[Collected data entries]
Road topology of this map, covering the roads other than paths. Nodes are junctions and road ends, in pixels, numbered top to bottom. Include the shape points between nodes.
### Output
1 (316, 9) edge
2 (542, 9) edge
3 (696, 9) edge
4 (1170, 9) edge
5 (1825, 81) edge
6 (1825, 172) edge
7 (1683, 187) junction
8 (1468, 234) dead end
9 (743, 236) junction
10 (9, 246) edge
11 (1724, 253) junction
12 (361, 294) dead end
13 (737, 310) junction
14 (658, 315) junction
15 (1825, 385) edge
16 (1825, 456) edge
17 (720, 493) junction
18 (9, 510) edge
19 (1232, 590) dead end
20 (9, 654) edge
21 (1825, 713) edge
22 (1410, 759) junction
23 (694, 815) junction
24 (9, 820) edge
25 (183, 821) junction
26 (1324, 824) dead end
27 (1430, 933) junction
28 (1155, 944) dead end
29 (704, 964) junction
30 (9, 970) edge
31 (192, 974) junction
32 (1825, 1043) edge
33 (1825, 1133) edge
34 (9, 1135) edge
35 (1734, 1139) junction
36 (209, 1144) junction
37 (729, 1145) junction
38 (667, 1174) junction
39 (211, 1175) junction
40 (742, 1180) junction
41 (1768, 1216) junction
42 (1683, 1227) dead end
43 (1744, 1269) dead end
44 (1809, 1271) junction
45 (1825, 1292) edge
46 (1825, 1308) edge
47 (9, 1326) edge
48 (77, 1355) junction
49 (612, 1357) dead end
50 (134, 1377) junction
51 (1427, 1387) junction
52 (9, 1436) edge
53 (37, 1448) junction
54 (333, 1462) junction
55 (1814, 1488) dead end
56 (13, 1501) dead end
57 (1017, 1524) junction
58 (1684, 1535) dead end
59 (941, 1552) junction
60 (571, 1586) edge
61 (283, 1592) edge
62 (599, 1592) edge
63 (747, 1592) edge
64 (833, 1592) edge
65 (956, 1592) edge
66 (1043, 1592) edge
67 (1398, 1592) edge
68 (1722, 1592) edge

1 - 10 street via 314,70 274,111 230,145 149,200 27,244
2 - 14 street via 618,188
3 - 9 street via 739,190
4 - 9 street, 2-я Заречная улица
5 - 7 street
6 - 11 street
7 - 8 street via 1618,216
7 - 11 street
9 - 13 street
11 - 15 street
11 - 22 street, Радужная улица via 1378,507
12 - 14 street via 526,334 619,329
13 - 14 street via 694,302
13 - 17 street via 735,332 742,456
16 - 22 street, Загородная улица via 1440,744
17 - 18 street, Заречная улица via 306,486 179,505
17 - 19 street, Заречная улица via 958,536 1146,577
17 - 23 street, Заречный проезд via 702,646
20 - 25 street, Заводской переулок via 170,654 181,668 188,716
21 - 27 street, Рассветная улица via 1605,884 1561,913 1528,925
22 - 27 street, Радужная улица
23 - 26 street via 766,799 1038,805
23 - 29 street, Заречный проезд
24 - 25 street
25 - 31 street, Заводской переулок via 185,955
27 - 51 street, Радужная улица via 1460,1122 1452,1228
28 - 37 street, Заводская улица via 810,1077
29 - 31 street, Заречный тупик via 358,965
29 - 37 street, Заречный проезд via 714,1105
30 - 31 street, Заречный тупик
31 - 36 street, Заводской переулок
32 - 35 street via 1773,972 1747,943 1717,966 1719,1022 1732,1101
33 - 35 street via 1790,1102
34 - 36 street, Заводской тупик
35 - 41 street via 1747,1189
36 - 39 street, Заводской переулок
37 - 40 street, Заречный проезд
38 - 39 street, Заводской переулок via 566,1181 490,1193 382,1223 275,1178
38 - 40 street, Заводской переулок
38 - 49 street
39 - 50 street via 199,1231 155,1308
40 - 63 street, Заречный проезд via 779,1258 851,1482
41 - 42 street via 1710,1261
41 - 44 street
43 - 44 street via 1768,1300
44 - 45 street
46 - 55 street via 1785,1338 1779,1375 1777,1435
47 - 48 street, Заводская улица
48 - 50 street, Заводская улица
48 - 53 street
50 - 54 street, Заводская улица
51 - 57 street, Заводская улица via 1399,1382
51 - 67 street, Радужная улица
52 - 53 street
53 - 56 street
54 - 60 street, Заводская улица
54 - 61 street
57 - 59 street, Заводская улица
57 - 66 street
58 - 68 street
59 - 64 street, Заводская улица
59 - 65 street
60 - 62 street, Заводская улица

**Brief**
The lines you return should be those above that contain the word "тупик", every one of them.

**Solution for this task**
29 - 31 street, Заречный тупик via 358,965
30 - 31 street, Заречный тупик
34 - 36 street, Заводской тупик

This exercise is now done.